CSA takes more than I can afford

November 30, 2010

On a constructive note, I understand the need to support your children, but a lot of the comments here are on the nose. The CSA does treat you like shit. They really dont care what damage they do. I know this first hand. They also make mistakes, and then make the estranged parent pay for them.

So, My ex looks after my child now we are not together. After suffering redundency, I was put to the mercy of the CSA after the payments i was making to her personaly, obviously had to stop. Now I am on a relatively low wage, and need to also spend aprox £160 mnth on fuel alone, just to get to work and back. But the CSA dont take this into concideration. This is not their problem, as people have already mentioned. The top and bottom of my case is, the amount they are taking from me, is more than I can afford. Im not trying to make out I dont want to pay, just that the amount is too much. The ex now lives with another partner to whom she has a second child to.
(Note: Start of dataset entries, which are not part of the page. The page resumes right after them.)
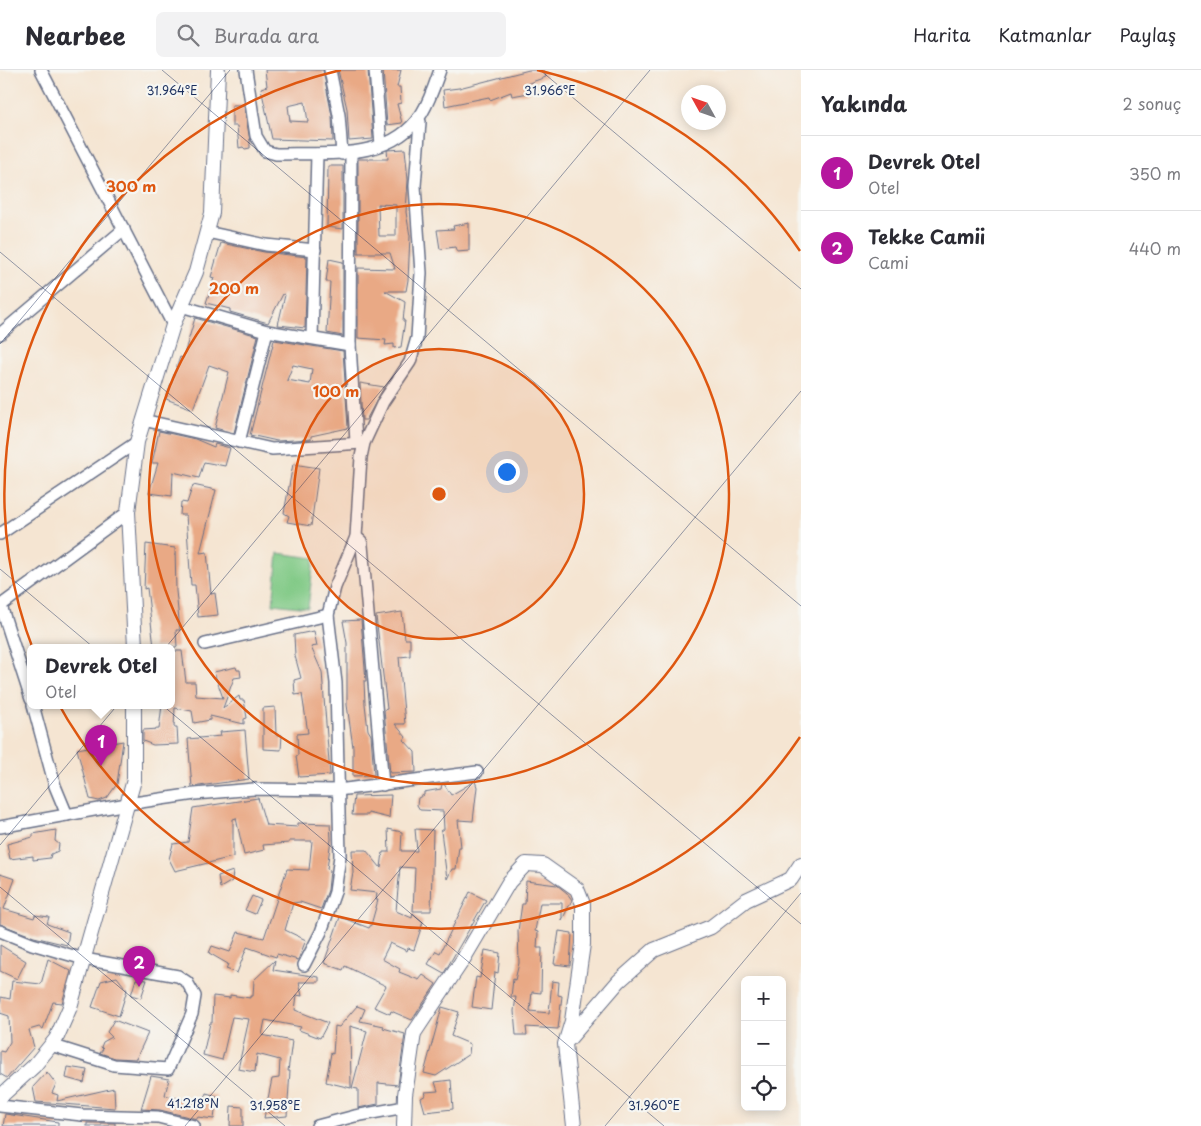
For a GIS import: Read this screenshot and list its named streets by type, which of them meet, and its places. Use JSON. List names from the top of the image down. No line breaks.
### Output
{"north":"top left","page":{"header":"Nearbee","search":"Burada ara","nav":["Harita","Katmanlar","Paylaş"],"heading":["Yakında","2 sonuç"],"list":[{"mark":"1","name":"Devrek Otel","note":"Otel","value":"350 m"},{"mark":"2","name":"Tekke Camii","note":"Cami","value":"440 m"}],"popup":["Devrek Otel","Otel"],"pins":["1","2"],"map_buttons":["+","−"]},"coordinates":["31.964°E","31.966°E","41.218°N","31.958°E","31.960°E"],"rings":["300 m","200 m","100 m"]}
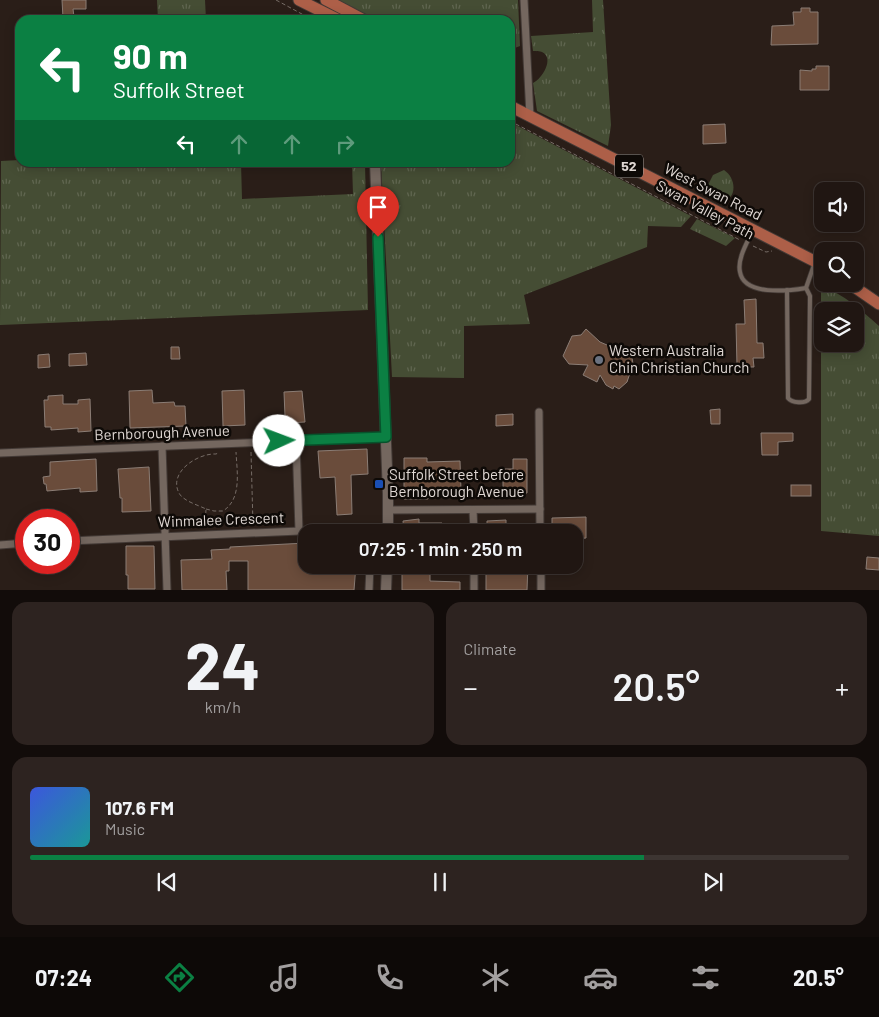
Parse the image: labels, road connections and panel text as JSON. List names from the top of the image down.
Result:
{
  "streets": {
    "main road": ["52", "West Swan Road"],
    "street": ["Bernborough Avenue", "Winmalee Crescent"],
    "path": ["Swan Valley Path"]
  },
  "places": {
    "other": ["Western Australia Chin Christian Church"],
    "transit": ["Suffolk Street before Bernborough Avenue"]
  },
  "page": {
    "turn": ["90 m", "Suffolk Street"],
    "limit": "30",
    "trip": "07:25 · 1 min · 250 m",
    "tile": [
      ["24", "km/h"],
      "Climate"
    ],
    "heat": ["−", "20.5°", "+"],
    "song": ["107.6 FM", "Music"],
    "tabs": ["07:24", "20.5°"]
  }
}
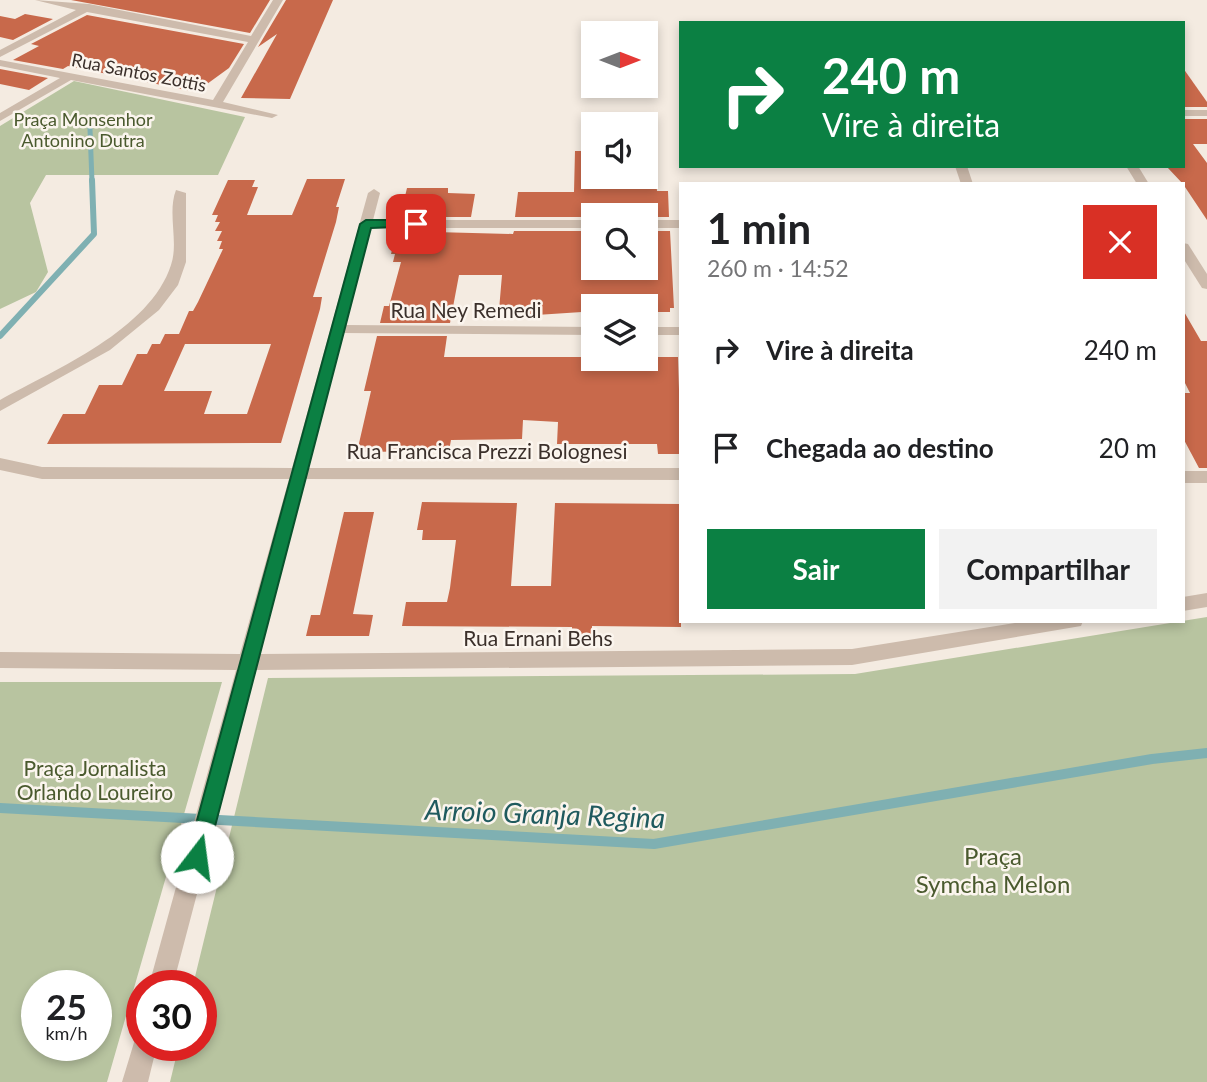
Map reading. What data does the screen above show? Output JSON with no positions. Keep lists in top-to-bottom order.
{
  "streets": {
    "street": [
      "Rua Santos Zottis",
      "Rua Ney Remedi",
      "Rua Francisca Prezzi Bolognesi",
      "Rua Ernani Behs"
    ]
  },
  "water": ["Arroio Granja Regina"],
  "parks": ["Praça Monsenhor Antonino Dutra", "Praça Jornalista Orlando Loureiro", "Praça Symcha Melon"],
  "north": "right",
  "page": {
    "turn": ["240 m", "Vire à direita"],
    "heading": ["1 min", "260 m · 14:52"],
    "list": [
      {
        "name": "Vire à direita",
        "value": "240 m"
      },
      {
        "name": "Chegada ao destino",
        "value": "20 m"
      }
    ],
    "buttons": ["Sair", "Compartilhar"],
    "speed": "25 km/h",
    "limit": "30"
  }
}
This child has a minor, and corrected disabilty. This means they claim in benifits the equivilent of double what I earn getting up at 6am every day to travel to work, and earn my living. She claims to have a bad back, and he claims attendance allowance to look after her and his son, and my daughter. But can I stress, that they own and regularly ride a sports style motorbike around for fun, not for necessity. (can ride a motorbike with a bad back, you can get a job!) I know, I also ride a motorbike.

I earn approx 16k. By the time my tax is taken out and ni…i am left with aprox £1000mth that I actualy get in cash. Out of that, iI pay the usual bills, rent, council tax etc.

They recieve at the least, council tax benifit, £100 mnth, full rent £500mnth, basic income support, which, im lead to believe is around £400 a mnth for a joint claim. This is without any other incapcity benifit they are falsely claiming, and to top it all off, they have a relation who works for the benifits agency, who feeds them the info they need to keep the money flowing, and the worst part….BOAST about how they know exactly how to get the money they need from the benifits agency.

You do the maths people. If any of you look at this and cant see anything wrong with it, you really are blind!

Any advice on dealing with this issue would be very usefull, but I dont want it to affect my relationship with my daughter, as I see her regularly. (She also moved to a different town, so I pick up the travel costs to collect her for the weekends she comes to stay with me. Not a fortune granted, but this all adds up.)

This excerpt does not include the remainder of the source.